With entirely too much attitude for average film viewers “Strangers With Candy” remains a flat-out funny show that never stops rockin’ until the fat lady sings. Although coming across too much like a made-for-TV special the fantastic prequel to the Comedy Central series turns out to be entertaining for those who don’t ask too much.
Amy Sedaris appears on screen as her own custom made character, Jerri Blank, in a roll that redefines over-the-top. An over-forty female who was too drugged up or traumatized to actually participate in her mid-life crisis, Blank embodies all of the sex, drugs and general “me” lifestyle of the ‘70s and ‘80s come to an almost burned out finish in the new millennium. Her insertion into the brutal milieu of the modern suburban high school provides plenty of fodder for in your face humor, which happens to be right up Sedaris’ alley. This setting was made for her writing and for her character.

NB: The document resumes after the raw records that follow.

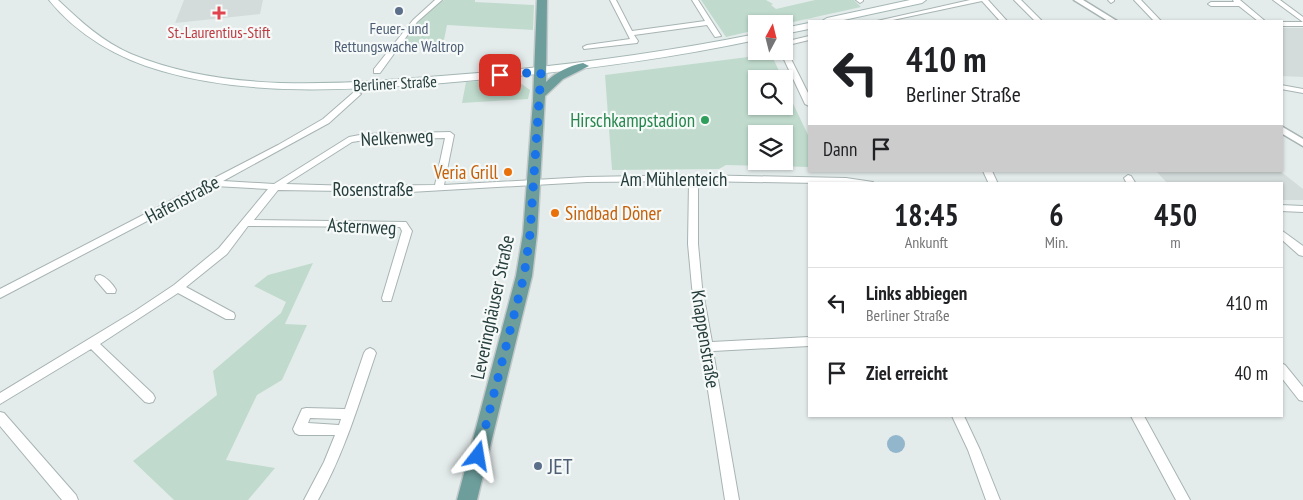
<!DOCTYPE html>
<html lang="de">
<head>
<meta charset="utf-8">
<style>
  :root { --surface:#fff; --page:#f6f6f6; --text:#202124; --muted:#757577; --line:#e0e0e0 }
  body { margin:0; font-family:"PT Sans Narrow",sans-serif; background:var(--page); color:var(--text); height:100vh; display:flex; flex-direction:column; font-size:19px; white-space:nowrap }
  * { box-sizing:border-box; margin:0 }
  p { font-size:16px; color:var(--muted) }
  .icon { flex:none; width:28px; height:28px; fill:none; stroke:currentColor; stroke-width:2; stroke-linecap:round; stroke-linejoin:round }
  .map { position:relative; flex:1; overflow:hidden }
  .sheet { position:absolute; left:808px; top:182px; width:475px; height:235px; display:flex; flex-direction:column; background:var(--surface); border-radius:0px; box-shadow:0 1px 4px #0004 }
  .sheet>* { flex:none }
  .banner { position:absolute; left:808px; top:20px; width:475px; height:152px; border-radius:0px; box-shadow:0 1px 4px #0004; background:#fff; color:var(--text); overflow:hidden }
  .needle { width:32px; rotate:7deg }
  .controls { position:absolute; left:748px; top:15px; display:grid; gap:10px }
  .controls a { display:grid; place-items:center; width:45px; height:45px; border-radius:0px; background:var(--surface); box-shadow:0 1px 4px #0004; font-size:25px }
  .pin { position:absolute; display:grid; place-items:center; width:42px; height:42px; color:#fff; margin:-21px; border-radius:10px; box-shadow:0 2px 8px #0006 }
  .me { position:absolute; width:55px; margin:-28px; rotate:14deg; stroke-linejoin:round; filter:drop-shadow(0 0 4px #0008) }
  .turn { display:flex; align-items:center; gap:18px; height:105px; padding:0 15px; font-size:22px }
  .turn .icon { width:65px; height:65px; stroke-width:2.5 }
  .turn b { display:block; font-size:35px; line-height:42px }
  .then { display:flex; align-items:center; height:48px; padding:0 15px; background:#0003; gap:10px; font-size:19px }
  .eta { display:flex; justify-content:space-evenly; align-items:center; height:85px; text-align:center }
  .eta b { font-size:30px; font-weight:800; line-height:35px }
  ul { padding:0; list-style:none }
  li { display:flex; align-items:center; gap:15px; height:70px; padding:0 15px; border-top:1px solid var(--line) }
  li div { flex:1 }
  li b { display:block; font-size:19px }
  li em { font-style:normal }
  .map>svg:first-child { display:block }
</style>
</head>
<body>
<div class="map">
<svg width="1303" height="500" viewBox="0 0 1303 500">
  <rect width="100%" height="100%" fill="#e4eceb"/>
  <path fill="#d3dcda" d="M184,0H263L260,14L175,23Z
    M1281,28H1303V77L1281,76Z
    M1156,171H1280L1303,189V200H1281V184H1168Z"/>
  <path fill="#c0dbcd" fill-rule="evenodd" d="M444,0H475V2L534,5L533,30L447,25L443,45L403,47L399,45C412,27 425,10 444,0Z
    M701,0H766L773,4L771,5L776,9L815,0H854L861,7L784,24H756V30L726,37Z
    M771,54L780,73L788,83V93L809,137V167L726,165L719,169L612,170L605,75ZM756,79H784V106H756ZM756,134H784V161H756Z
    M515,79L530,90L528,99L462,103L466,82Z
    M313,263L285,324L307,325L282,380L257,395L226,460L275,468L248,500H174L133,461L217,395L213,371L281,313L286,302L254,286L268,275Z"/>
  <path fill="#92b6cc" d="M887 444a9 9 0 1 1 18 0a9 9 0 1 1-18 0Z"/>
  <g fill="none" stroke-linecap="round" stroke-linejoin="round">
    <defs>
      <path id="minor" d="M435,0H442L417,22L380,73H374V69L413,20Z
        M610,0H616L632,31L705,21L692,0H698L721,36L715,37L707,25L634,35L638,41L637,43L584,49L583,47L587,45L630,39Z
        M856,0H863V1L860,3Z
        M970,0H988L1007,21H1000L982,1L888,21H877Z
        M1014,0H1021L1042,21H1035Z
        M1108,0H1114V1L1111,3Z
        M1134,0H1141L1161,21H1154Z
        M1233,0H1240L1265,21H1258L1239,6H1211L1208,4L1211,2H1234Z
        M1273,0H1280L1303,17V26H1281V22H1303Z
        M809,36V40L784,46V42Z
        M784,49L787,51L809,95V106L805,104L780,51H784Z
        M1281,85L1303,89V93L1281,89Z
        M354,92H357L361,94L329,123L223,181L274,184L349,137L365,134L450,132L454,135L444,185L587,177L694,175L846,178L873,182L874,184L698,181V244L702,287L712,342L809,337V346L713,351L739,500H725L692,287L688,244L689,181L587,182L410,192L278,190L254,220L406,222L412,231L391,301H383L382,298L402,231L400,227L248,226L227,254L186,287L234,313L235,316L234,319H226L178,293L100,344L153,394L155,398L153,402L149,403L145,402L91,349L0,404V393L135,311L174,285L219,248L268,189L214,186L0,298V289L278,145L323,119ZM445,138L435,185L353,186L286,184L352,142L365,140Z
        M983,171H992L998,184H989Z
        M1128,175L1131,176L1136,184H1127L1124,178Z
        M1281,205L1303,206V212L1281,211Z
        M1281,230L1303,246V256L1299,255L1281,239Z
        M100,275C106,277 113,284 116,290L115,293H107L95,279L96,276Z
        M370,348L374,350L376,353C359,403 344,454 318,500H304L324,462L335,435H299L295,433L293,429L302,409L306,408L345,409L364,353L366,350ZM310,418L341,419L339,425L308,423Z
        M1281,363L1285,365L1303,387V401L1299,400L1281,377Z
        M0,412L4,413L76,495L78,500H62L0,426Z
        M952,416H964L980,450L1000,500H986L968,450Z
        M1131,416H1144L1190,500H1176Z"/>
      <path id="tertiary" d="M1074,0H1083L1117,21H1108Z
        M1281,126L1303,139V146L1281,133Z"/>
      <path id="secondary" d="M49,0H58C80,21 103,42 131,54C227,94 340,84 441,76C547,68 652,55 756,34V40C653,62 548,74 443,83C350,90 252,97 162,71C119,59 77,35 49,0Z
        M910,0H926L922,3L839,21H822L827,18Z
        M809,23V29L784,34V28Z"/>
      <path id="primary" d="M537,0H547L546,82C556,72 569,66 583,63L589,66L563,79L545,96L537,234L532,276L477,500H457L516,276L523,234L533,101Z"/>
    </defs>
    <use href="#minor" stroke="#a7b4b3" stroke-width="2"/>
    <use href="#tertiary" stroke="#a7b4b3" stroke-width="3"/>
    <use href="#secondary" stroke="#a4b7b5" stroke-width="2"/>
    <use href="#primary" stroke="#c2c9c8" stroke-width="3"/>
    <use href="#minor" fill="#fff" fill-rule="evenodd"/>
    <use href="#tertiary" fill="#fff" fill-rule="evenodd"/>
    <use href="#secondary" fill="#fff" fill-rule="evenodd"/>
    <use href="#primary" fill="#6d9e9c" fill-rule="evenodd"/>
  </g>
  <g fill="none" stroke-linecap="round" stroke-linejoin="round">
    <path stroke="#1a73e8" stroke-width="9" stroke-dasharray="0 16.2" d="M478,456L524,276L530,234L541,72L500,75"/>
  </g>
  <g fill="#5c6f8a" stroke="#f5f9f8" stroke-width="2">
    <circle cx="399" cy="11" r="5"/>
    <circle cx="538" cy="466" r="5"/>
  </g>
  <path fill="#e0444e" stroke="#f5f9f8" stroke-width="2" d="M216.5 5.5h5v5h5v5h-5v5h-5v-5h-5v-5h5z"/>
  <circle fill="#2e9e5b" stroke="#f5f9f8" stroke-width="2" cx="705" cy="120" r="5"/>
  <g fill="#e8710a" stroke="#f5f9f8" stroke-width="2">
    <circle cx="508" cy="172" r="5"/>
    <circle cx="555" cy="213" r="5"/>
  </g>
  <g text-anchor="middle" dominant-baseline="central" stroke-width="4.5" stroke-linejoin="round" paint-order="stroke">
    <g font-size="16" fill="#4e5e75" stroke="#f5f9f8">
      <text x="399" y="28">Feuer- und<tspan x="399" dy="18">Rettungswache Waltrop</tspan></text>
    </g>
    <g font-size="16" fill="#be3a42" stroke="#f5f9f8">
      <text x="219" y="32">St.-Laurentius-Stift</text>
    </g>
    <g font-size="16" fill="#253d3c" stroke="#f5f9f8">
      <text transform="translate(395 83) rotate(-3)">Berliner Straße</text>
    </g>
    <g font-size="19" fill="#27864d" stroke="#f5f9f8" text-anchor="end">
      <text x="695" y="120">Hirschkampstadion</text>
    </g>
    <g font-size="19" fill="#253d3c" stroke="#f5f9f8">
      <text transform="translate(397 137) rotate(-3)">Nelkenweg</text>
      <text x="674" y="179">Am Mühlenteich</text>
      <text x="373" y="189">Rosenstraße</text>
      <text transform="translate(182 199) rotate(-28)">Hafenstraße</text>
      <text transform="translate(362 226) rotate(3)">Asternweg</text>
      <text transform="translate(492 307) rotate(-78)">Leveringhäuser Straße</text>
      <text transform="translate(706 339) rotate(81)">Knappenstraße</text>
    </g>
    <g font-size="19" fill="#c56008" stroke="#f5f9f8" text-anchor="end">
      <text x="498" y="172">Veria Grill</text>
      <text x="565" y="213" text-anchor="start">Sindbad Döner</text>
    </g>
    <g font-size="22" fill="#4e5e75" stroke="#f5f9f8" text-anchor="start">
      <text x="548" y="466">JET</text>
    </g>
  </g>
</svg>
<div class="controls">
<a><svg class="needle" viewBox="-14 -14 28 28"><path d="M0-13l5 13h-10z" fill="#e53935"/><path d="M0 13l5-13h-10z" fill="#757577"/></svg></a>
<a><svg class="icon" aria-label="search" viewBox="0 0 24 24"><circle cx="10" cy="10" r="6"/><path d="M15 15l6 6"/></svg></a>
<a><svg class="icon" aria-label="layers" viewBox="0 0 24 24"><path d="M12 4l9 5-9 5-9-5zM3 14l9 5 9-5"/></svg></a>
</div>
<div class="pin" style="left:500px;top:75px;background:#d93025"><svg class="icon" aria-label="arrive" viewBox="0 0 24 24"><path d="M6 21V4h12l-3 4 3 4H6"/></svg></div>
<svg class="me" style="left:478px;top:456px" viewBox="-20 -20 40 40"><path d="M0-17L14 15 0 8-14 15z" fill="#1a73e8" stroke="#fff" stroke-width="4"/></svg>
<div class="banner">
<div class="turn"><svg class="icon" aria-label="left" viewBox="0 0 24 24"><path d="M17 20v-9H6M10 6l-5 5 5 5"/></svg><div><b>410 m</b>Berliner Straße</div></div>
<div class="then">Dann<svg class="icon" aria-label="arrive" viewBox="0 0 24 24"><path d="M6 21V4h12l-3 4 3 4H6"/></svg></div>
</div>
<section class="sheet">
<div class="eta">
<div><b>18:45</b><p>Ankunft</p></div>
<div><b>6</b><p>Min.</p></div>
<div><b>450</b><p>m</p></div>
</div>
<ul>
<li><svg class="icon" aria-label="left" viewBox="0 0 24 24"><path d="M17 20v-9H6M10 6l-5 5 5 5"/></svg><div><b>Links abbiegen</b><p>Berliner Straße</p></div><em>410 m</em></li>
<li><svg class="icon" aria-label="arrive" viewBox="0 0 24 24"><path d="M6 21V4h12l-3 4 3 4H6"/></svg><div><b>Ziel erreicht</b></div><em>40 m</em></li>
</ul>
</section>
</div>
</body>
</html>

Jerri Blank is a 47 year old just-released ex-con who wanders home after 32 years in and out of prison. When she ran away at age 15 the shock of her leaving put her father into a coma, so the story goes, and now she is bound and determined to bring him out of it. She thinks she can do this by re-entering high school and making good as a student, giving her father the pride he never knew when she was a teenage junkie destined for a life in the gutter.
By the end of the movie most of the social stereotypes found in and around most high schools, suburbs and prisons of the USA have been lined up and summarily insulted.
Cutting edge satire? Yes. Cynical? Oftentimes. Most people will laugh during this movie and most will forget it the minute they walk out the door.
While in high school Jerri meets the standard issue feckless moron science teacher, Chuck Noblet (co-writer Stephen Colbert) and his not so standard issue gay lover art teacher Geoffrey Jellineck (co-writer Paul Dinello).
The two act out a marginally funny gay romance that seems to work in the context of a high school better than, say, in the Village. The door is cracked on the inside lives of the stiffly personified high school staff. Noblet and Jellineck fall in and out of love while struggling through the political machinations of principal Onyx Blackman who is played in absolutely show-stealing action by Greg Hollimon.
Dan Hedaya plays the comatose daddy and somehow manages to be funny while motionless in bed. His eventual re-awakening is somewhat of a letdown but by that time we are ready for the whole darn farce to be over anyway.
Philip Seymour Hoffman is wasted as a school board official but his fans will love him none the less.
Matthew Broderick takes a brief shot at the role of the corrupt and self-serving Roger Beekman, the ringer science teacher brought on-board to thwart Jerri’s do-or-die science fair team.
Sarah Jessica Parker gets a brief but very juicy role as the high school grief counselor who spotlights how much modern high school staffs really do not care.
So if the downside is mindless TV-sized comedy with little beef, an over-used setting and an unfairly disadvantaged target in the form of the sold-out American school system, the good news is that the whole shebang is good for some laughs.
In the end that should be enough for most.
Opens: June 28, 2006 limited release in NYC MPAA: Rated R for sexual content, language and some drug material.